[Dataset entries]
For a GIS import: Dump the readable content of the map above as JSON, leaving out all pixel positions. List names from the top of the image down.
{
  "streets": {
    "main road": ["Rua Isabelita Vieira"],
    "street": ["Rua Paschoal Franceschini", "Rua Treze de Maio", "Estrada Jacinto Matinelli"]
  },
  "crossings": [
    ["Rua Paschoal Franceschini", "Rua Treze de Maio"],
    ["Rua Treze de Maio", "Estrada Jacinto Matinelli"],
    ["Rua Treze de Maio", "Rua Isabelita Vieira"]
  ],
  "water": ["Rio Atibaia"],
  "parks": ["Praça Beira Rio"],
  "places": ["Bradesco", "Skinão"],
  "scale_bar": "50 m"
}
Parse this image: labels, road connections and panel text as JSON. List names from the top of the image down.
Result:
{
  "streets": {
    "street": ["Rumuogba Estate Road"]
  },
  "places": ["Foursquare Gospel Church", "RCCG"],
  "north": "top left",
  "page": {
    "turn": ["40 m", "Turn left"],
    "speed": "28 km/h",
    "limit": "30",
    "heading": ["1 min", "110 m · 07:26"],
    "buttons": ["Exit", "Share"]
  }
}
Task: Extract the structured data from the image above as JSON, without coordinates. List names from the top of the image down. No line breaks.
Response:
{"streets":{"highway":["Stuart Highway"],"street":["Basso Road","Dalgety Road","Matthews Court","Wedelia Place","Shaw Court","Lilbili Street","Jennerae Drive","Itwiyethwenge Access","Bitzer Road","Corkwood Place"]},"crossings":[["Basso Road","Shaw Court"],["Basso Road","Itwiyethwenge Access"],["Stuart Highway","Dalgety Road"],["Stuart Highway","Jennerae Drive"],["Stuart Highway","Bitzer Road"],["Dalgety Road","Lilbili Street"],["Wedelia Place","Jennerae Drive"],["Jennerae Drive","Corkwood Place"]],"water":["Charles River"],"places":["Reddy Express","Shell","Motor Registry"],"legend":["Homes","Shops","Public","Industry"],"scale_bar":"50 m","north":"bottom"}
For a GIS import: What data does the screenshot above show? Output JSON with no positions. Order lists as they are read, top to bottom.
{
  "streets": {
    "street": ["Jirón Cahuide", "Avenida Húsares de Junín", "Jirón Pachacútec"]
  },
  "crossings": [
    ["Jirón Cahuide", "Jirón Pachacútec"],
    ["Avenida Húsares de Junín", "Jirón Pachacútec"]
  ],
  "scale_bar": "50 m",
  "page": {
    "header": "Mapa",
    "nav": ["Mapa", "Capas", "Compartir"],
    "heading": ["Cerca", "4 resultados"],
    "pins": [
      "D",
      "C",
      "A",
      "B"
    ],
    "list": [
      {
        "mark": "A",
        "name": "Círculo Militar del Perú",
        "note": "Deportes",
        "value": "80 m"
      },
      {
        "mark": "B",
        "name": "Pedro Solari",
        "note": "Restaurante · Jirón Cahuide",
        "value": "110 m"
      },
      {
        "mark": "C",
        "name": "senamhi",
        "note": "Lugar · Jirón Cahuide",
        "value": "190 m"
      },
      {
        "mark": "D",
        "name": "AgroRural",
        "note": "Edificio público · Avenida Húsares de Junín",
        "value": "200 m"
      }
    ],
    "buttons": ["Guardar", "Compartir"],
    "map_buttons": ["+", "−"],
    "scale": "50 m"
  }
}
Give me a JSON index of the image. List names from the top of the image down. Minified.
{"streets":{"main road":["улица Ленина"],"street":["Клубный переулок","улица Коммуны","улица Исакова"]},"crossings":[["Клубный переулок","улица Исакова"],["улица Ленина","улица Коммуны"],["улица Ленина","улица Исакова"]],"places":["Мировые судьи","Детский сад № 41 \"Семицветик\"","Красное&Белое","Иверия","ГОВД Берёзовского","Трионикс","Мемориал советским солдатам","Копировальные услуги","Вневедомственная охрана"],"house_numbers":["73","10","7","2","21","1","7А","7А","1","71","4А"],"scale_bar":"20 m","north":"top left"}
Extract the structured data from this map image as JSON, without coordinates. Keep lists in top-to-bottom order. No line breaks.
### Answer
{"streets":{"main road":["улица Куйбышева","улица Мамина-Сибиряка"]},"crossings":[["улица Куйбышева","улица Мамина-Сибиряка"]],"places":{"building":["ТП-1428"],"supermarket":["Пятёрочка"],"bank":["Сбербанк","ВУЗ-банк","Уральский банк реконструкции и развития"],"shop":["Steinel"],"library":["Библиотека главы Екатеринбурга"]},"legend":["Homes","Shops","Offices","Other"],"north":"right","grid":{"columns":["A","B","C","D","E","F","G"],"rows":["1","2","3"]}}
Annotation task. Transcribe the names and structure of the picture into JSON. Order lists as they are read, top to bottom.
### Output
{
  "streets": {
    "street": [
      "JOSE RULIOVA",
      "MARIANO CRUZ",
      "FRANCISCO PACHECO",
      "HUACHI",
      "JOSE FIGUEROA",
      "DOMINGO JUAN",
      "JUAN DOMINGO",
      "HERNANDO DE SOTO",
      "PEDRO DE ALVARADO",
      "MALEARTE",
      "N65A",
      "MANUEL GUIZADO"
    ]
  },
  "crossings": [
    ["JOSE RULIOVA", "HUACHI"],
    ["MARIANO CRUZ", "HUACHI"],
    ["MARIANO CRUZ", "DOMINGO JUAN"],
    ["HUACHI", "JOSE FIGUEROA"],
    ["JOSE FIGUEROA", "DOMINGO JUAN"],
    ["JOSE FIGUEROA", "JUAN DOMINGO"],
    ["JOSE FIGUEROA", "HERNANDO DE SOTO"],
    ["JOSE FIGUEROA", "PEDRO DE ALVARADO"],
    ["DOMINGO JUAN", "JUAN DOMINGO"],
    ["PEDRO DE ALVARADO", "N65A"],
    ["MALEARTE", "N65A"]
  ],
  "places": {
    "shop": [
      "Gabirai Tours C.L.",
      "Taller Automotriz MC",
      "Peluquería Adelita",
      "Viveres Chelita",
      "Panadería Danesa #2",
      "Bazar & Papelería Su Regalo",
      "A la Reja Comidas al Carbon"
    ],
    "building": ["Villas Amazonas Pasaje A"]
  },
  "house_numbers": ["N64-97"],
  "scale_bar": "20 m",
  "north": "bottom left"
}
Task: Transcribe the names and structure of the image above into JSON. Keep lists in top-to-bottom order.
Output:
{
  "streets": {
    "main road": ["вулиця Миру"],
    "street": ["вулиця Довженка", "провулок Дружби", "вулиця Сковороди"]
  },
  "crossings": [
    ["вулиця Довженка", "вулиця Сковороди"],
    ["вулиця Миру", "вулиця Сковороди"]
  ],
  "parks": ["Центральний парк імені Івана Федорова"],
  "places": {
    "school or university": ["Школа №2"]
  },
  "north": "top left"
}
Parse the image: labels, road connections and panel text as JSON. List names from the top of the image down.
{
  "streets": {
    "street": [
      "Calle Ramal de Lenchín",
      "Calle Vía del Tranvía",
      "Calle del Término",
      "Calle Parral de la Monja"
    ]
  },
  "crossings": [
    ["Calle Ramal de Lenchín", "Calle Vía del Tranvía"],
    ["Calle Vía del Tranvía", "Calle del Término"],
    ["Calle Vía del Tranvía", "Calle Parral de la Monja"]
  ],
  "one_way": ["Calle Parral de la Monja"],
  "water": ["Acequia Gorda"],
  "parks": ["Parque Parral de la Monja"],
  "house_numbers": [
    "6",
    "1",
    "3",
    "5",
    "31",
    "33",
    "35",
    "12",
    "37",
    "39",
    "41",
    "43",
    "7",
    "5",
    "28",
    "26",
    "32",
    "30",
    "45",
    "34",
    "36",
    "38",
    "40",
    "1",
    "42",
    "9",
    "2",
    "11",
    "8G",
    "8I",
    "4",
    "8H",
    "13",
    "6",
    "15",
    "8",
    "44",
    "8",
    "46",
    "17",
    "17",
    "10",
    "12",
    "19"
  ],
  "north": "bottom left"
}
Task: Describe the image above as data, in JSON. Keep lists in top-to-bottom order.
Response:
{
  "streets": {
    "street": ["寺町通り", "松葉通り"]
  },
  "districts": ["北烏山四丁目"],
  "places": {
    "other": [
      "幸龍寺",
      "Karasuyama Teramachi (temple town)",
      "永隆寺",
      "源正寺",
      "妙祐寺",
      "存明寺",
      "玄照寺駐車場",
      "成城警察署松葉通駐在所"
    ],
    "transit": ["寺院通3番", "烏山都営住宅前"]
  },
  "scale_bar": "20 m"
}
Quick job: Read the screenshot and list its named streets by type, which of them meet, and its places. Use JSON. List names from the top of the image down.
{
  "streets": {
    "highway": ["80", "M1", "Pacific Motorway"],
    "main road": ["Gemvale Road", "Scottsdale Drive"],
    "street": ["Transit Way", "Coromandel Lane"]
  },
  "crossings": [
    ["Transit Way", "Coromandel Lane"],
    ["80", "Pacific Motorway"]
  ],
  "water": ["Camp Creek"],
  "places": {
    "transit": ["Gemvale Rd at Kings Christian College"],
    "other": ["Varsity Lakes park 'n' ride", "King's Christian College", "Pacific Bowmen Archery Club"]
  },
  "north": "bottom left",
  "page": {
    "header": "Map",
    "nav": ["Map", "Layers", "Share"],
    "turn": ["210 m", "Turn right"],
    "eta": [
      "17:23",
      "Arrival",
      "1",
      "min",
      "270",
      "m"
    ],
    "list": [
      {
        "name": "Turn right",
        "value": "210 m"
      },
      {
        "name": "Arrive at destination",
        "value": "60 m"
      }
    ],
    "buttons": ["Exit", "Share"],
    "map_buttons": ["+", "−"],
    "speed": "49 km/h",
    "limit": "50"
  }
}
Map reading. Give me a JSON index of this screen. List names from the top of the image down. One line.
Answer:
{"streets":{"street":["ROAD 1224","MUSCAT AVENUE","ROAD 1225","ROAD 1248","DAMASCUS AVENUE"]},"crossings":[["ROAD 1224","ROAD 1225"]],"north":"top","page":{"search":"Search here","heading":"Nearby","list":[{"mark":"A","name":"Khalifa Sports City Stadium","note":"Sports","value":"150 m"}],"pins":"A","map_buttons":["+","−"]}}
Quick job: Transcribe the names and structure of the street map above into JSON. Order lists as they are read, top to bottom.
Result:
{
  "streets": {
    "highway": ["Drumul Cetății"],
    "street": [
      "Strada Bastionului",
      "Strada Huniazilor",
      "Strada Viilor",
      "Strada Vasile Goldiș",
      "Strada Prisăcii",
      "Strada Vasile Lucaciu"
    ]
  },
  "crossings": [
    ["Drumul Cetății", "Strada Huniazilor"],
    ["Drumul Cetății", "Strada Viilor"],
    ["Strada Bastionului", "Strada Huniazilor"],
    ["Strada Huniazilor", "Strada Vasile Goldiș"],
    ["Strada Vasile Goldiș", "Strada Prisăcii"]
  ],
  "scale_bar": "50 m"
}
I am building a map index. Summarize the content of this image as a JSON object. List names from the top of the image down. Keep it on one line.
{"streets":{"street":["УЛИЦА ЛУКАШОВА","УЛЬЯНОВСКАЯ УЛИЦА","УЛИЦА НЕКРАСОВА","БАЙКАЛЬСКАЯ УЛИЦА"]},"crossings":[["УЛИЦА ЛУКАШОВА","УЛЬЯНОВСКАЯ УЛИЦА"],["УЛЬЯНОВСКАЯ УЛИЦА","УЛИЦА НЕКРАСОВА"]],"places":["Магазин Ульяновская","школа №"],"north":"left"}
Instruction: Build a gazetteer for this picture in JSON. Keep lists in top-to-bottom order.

* _Problem statement_
Lines that hold "coordinates" are the ones to copy, so pick each out from the data.

* _Output of the exercise_
Task: Extract the structured data from the image above as JSON, without coordinates. List names from the top of the image down. No line breaks.
Extract the structured data from this map image as JSON, without coordinates. Keep lists in top-to-bottom order. No line breaks.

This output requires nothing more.